Visitando la parte sulle origini del baseball, ho notato che i giapponesi si sono bevuti da botte la storia del baseball come viene raccontata tradizionalmente e non hanno preso atto degli studi più recenti, che confermano come il baseball in quanto tale sia uno sport Inglese, importato e sviluppato nelle Colonie. Prima di tutto in Canada. Al riguardo, deve essere sfuggito l’interessante Baseball before we knew it di David Block, pubblicato dall’Università del Nebraska nel 2005.
Il baseball d’altra parte in Giappone lo hanno portato gli americani, a iniziare dal Professor Horace Wilson, che introdusse al gioco gli studenti dell’Università di Tokyo nel 1872. Gli americani hanno iniziato a portare lo spettacolo del loro baseball pro fin dagli anni ’30 del secolo scorso, ma il baseball professionistico come lo conosciamo oggi in Giappone è una creatura relativamente recente e figlia degli anni immediatamente successivi alla seconda Guerra Mondiale. Certo, c’erano stati tentativi prima del conflitto (la Japanese Professional Baseball League a 7 squadre nel 1936), ma lo sviluppo inizia con la National Baseball League a 4 squadre del 1947 e si compie con la nascita della Pacific e della Central League nel 1950, anno in cui si giocano anche le prime Japan Series.

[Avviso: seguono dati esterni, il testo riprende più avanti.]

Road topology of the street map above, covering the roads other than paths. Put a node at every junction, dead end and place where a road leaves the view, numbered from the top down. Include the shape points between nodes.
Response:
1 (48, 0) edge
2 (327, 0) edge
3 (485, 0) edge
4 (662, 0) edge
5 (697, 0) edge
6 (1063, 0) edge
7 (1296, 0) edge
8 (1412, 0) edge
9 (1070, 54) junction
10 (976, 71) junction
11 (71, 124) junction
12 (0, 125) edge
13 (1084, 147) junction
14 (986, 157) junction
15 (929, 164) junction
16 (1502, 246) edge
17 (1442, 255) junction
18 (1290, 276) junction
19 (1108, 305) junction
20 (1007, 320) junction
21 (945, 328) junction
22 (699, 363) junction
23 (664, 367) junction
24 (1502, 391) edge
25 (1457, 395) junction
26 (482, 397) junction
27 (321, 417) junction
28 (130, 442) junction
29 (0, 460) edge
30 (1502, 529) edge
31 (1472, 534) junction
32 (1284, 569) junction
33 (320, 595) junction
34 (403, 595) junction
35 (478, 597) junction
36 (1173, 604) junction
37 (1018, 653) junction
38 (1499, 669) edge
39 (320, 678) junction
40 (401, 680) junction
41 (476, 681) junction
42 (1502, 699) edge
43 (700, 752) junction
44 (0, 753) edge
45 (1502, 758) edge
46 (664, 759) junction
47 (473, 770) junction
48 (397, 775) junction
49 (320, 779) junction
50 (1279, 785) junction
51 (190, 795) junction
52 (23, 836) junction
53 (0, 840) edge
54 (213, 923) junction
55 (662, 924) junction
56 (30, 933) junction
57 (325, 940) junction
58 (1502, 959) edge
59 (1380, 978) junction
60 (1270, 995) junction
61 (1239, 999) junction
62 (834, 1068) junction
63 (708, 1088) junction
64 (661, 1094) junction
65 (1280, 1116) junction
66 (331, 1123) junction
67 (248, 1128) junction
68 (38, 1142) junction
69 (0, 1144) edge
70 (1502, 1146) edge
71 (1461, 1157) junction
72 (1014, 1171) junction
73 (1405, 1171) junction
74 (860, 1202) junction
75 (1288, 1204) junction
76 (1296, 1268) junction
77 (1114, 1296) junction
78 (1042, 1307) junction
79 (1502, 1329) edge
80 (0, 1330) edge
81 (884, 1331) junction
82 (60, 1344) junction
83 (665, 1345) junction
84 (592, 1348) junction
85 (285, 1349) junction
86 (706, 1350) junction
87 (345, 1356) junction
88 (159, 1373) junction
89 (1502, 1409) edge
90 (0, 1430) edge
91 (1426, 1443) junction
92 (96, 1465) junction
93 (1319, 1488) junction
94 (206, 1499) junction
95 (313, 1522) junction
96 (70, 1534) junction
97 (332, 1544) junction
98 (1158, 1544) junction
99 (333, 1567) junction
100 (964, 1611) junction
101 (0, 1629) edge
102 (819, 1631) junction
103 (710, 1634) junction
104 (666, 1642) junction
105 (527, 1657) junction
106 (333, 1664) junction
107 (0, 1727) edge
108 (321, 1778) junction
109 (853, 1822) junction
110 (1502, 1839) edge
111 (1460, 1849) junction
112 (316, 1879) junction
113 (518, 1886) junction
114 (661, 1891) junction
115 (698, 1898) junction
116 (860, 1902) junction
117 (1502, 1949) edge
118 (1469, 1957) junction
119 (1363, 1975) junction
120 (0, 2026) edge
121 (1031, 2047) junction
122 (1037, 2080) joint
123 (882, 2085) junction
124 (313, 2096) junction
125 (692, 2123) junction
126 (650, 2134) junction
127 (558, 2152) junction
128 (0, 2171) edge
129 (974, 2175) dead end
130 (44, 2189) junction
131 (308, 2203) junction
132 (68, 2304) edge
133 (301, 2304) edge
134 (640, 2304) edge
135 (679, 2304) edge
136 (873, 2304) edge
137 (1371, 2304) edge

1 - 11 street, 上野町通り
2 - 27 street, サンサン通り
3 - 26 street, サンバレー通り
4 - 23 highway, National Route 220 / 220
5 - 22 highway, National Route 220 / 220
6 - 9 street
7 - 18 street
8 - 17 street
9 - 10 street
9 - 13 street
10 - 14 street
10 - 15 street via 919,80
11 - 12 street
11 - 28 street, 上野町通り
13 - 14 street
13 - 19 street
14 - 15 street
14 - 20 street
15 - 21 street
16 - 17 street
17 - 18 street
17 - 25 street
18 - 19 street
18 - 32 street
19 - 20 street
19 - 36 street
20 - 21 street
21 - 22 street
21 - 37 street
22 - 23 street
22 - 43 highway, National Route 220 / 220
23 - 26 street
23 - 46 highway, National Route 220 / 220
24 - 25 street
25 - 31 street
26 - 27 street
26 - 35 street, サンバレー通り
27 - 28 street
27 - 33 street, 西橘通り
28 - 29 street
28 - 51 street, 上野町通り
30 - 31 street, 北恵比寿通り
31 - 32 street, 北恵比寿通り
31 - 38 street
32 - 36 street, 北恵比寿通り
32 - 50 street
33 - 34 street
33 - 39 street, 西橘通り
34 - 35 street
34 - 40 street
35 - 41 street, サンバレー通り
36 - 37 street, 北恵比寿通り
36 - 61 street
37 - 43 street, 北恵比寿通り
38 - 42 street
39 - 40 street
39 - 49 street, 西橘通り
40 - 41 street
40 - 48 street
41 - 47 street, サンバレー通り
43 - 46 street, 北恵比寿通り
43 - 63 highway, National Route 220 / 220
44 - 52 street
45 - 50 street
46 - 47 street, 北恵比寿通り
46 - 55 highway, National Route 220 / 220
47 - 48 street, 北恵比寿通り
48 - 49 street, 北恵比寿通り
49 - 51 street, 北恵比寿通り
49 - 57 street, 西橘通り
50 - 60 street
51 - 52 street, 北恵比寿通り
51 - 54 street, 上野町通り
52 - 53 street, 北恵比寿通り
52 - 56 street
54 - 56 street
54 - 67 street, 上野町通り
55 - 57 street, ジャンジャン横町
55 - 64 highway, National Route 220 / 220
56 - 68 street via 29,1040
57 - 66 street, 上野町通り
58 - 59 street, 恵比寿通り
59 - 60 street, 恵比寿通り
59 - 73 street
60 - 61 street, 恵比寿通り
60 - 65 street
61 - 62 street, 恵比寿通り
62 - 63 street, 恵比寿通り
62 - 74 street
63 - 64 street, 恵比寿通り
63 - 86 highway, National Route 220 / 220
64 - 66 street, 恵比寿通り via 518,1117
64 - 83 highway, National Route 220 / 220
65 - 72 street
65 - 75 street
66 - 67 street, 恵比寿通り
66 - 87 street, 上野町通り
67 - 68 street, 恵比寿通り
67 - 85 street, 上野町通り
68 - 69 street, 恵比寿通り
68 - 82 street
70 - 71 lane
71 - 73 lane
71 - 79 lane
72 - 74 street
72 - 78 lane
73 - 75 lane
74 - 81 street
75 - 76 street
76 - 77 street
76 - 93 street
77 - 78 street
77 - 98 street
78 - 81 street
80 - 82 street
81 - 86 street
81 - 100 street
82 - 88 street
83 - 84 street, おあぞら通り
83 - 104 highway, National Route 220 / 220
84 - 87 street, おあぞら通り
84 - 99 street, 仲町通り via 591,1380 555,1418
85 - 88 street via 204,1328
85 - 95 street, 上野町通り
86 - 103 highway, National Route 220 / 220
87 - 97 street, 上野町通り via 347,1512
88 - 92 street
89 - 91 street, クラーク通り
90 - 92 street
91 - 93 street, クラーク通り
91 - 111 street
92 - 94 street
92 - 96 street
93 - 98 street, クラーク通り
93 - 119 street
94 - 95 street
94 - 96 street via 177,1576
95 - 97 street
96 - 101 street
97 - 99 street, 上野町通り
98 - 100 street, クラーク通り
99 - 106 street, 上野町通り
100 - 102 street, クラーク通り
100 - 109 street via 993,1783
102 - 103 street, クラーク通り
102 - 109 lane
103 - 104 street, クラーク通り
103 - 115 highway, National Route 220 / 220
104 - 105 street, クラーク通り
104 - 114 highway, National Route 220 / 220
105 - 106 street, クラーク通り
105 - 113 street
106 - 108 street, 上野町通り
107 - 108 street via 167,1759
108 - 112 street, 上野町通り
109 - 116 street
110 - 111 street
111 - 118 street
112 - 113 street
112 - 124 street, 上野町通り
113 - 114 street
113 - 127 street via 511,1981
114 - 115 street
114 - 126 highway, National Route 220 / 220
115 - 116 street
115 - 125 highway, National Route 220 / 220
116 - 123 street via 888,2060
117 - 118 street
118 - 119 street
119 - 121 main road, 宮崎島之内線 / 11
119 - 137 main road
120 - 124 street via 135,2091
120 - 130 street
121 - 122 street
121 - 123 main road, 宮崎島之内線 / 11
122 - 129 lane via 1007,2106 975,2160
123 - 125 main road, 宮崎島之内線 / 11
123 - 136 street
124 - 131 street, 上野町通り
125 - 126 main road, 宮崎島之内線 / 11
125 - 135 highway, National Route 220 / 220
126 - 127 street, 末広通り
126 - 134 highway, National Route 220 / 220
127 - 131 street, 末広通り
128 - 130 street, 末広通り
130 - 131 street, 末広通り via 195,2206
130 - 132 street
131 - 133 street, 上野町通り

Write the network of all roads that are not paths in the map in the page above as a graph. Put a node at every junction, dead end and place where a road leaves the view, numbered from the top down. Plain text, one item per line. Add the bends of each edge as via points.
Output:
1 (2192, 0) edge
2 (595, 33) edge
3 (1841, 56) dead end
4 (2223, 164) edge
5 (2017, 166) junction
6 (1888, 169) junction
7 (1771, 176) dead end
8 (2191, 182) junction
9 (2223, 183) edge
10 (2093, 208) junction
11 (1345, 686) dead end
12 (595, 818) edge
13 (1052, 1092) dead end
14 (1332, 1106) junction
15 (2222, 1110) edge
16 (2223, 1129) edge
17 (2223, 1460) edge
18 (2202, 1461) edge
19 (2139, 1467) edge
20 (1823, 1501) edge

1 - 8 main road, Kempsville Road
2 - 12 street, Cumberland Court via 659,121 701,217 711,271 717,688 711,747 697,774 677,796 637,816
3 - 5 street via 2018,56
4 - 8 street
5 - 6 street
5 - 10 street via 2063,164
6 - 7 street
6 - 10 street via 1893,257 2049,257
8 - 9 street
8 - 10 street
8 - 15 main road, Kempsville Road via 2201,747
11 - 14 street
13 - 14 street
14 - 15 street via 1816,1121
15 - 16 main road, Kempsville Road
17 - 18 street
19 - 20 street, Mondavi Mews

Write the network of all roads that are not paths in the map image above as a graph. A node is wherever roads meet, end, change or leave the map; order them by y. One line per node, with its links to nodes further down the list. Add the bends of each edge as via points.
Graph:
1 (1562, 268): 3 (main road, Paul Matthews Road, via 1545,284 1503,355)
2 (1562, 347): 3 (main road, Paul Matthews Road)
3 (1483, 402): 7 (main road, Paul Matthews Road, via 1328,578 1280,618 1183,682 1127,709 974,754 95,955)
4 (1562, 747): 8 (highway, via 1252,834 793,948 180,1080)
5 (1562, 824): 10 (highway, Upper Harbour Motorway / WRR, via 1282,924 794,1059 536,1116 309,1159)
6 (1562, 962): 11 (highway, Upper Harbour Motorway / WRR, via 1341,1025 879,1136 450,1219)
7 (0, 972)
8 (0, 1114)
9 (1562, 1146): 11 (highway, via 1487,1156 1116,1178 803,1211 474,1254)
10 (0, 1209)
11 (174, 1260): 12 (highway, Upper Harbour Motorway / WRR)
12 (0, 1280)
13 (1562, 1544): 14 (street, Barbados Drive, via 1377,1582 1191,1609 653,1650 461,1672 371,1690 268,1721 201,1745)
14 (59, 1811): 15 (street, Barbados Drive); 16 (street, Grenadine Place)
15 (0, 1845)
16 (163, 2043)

Nel 1948 in Giappone si giocò la prima notturna.
La Hall of Fame ha iniziato la serie delle sue induzioni (oggi i membri sono 184) nel 1959 con Matsutaro Shoriki, il fondatore dei Tokyo Giants.
Sono ormai padrone del tunnel che porta dall’albergo al campo di gioco. Ho imparato a rispondere con un inchino a tutti i poliziotti in alta uniforme che presidiano il tunnel e capito che, nel punto in cui si devono superare 2 porte a vetri, devo aspettare che l’addetto in guanti bianchi chiuda la prima porta e si precipiti ad aprirmi la seconda. E’ apparentemente disdicevole che me la apra da solo.